Failed rains put 4.5mln Ethiopians at risk of a food crisis

Failed rains put 4.5mln Ethiopians at risk of a food crisisThe number of Ethiopians who will need food aid by the end of this year has surged by more than 1.5 million from earlier estimates due to failed rains, the Office for the Coordination of Humanitarian Affairs (UNOCHA), the World Food Programme (WFP) and the UN children’s agency UNICEF said in a statement on Monday.

A total of 4.5 million people in the country will require assistance in the current year, and the country needs an extra $230m from donors to secure aid for half of the needy population, according to the UN.

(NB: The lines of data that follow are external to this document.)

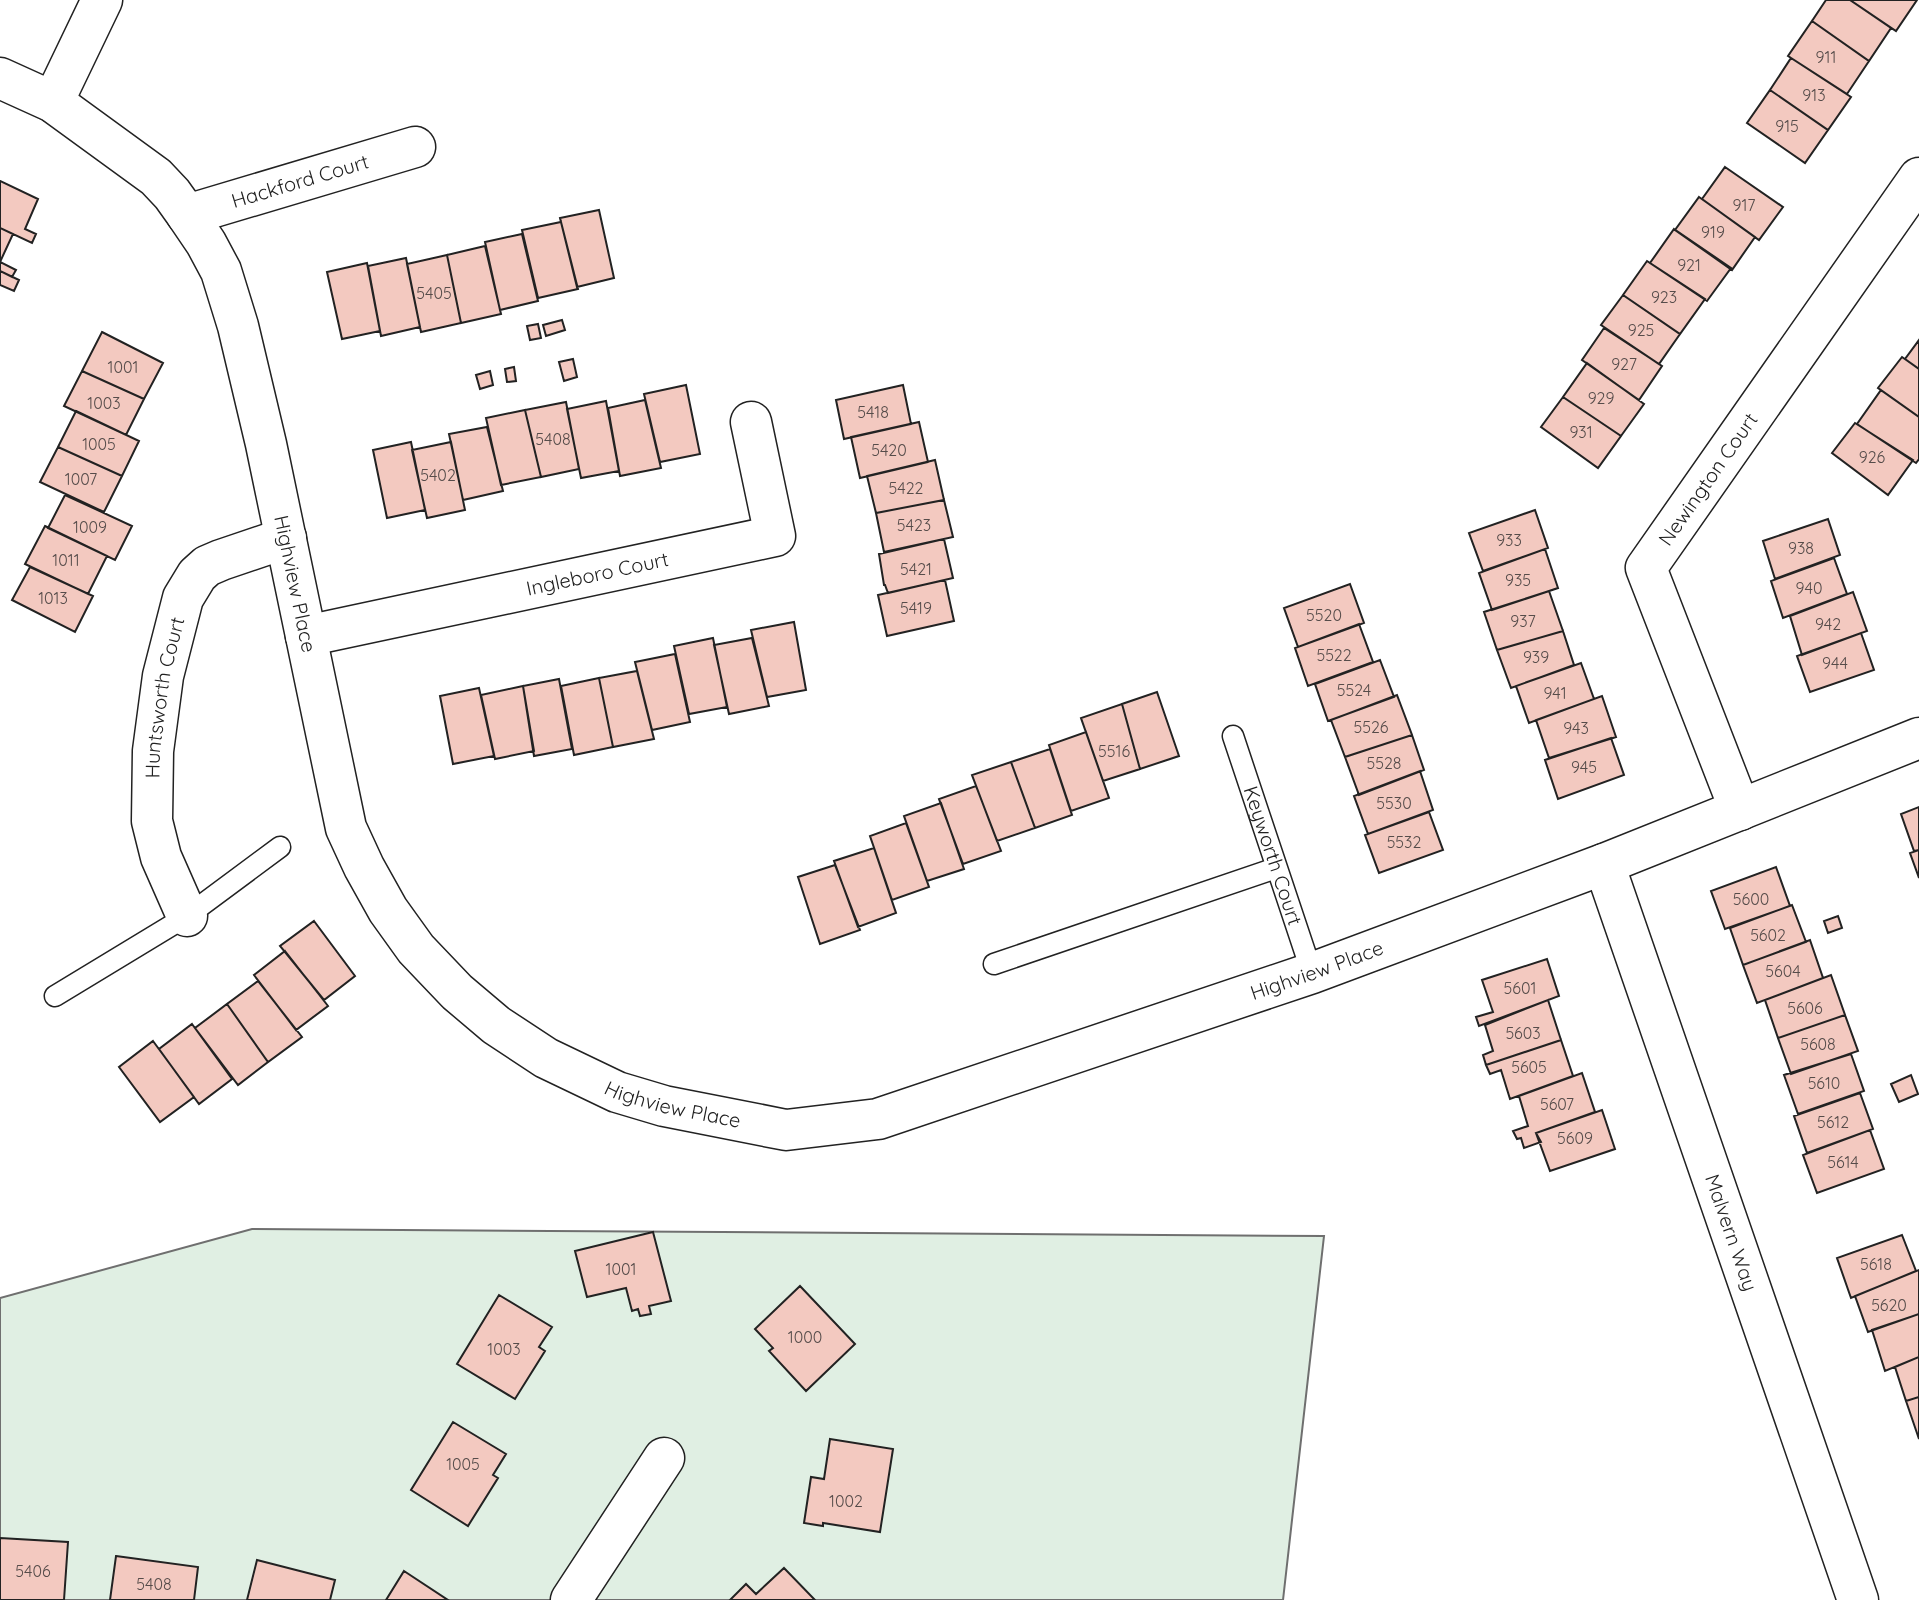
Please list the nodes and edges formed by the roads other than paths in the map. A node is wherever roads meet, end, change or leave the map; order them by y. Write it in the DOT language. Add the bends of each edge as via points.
graph roads {
  1 [pos="102,0"];
  2 [pos="0,78"];
  3 [pos="53,102"];
  4 [pos="415,147"];
  5 [pos="1919,178"];
  6 [pos="187,215"];
  7 [pos="751,422"];
  8 [pos="286,538"];
  9 [pos="306,636"];
  10 [pos="1233,736"];
  11 [pos="1919,738"];
  12 [pos="1740,810"];
  13 [pos="280,847"];
  14 [pos="1604,864"];
  15 [pos="1276,868"];
  16 [pos="187,916"];
  17 [pos="994,964"];
  18 [pos="1312,973"];
  19 [pos="55,996"];
  20 [pos="664,1458"];
  21 [pos="571,1600"];
  22 [pos="1858,1600"];
  1 -- 3 [label="street"];
  2 -- 3 [label="street, Highview Place"];
  3 -- 6 [label="street, Highview Place" via="156,177"];
  4 -- 6 [label="street, Hackford Court"];
  5 -- 12 [label="street, Newington Court" via="1646,568"];
  6 -- 8 [label="street, Highview Place" via="221,271"];
  7 -- 9 [label="street, Ingleboro Court" via="775,536"];
  8 -- 9 [label="street, Highview Place"];
  8 -- 16 [label="street, Huntsworth Court" via="207,566 183,598 157,711 152,821 161,857"];
  9 -- 18 [label="street, Highview Place" via="346,828 388,910 416,949 496,1025 546,1058 617,1092 786,1130 878,1119"];
  10 -- 15 [label="lane, Keyworth Court"];
  11 -- 12 [label="street, Highview Place"];
  12 -- 14 [label="street, Highview Place"];
  13 -- 16 [label="lane"];
  14 -- 18 [label="street, Highview Place"];
  14 -- 22 [label="street, Malvern Way"];
  15 -- 17 [label="lane"];
  15 -- 18 [label="lane, Keyworth Court"];
  16 -- 19 [label="lane"];
  20 -- 21 [label="street"];
}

“The belg rains were much worse than the National Meteorology Agency predicted at the beginning of the year. Food insecurity increased and malnutrition rose as a result,” said David Del Conte, UNOCHA’s acting head of office in Ethiopia, referring to the short, seasonal rainy season that stretched from February to April.

Areas normally producing surplus food in the Horn of Africa country’s central Oromia region were also affected by shortages, the statement said, adding lack of water had decreased livestock production and caused livestock deaths in other pastoralist areas.

In parts of the south and north-east, initially promising rains have stopped abruptly, with the little pasture and shrubs generated by the rain now close to drying up, and the current harvest expected to be well below normal.

The country of 96 million people is one of Africa’s fastest-growing economies, but failed rains have devastating consequences for food supplies.

The UN cautioned that the anomaly could further affect Ethiopia’s “kiremt” rains that stretch from June to September.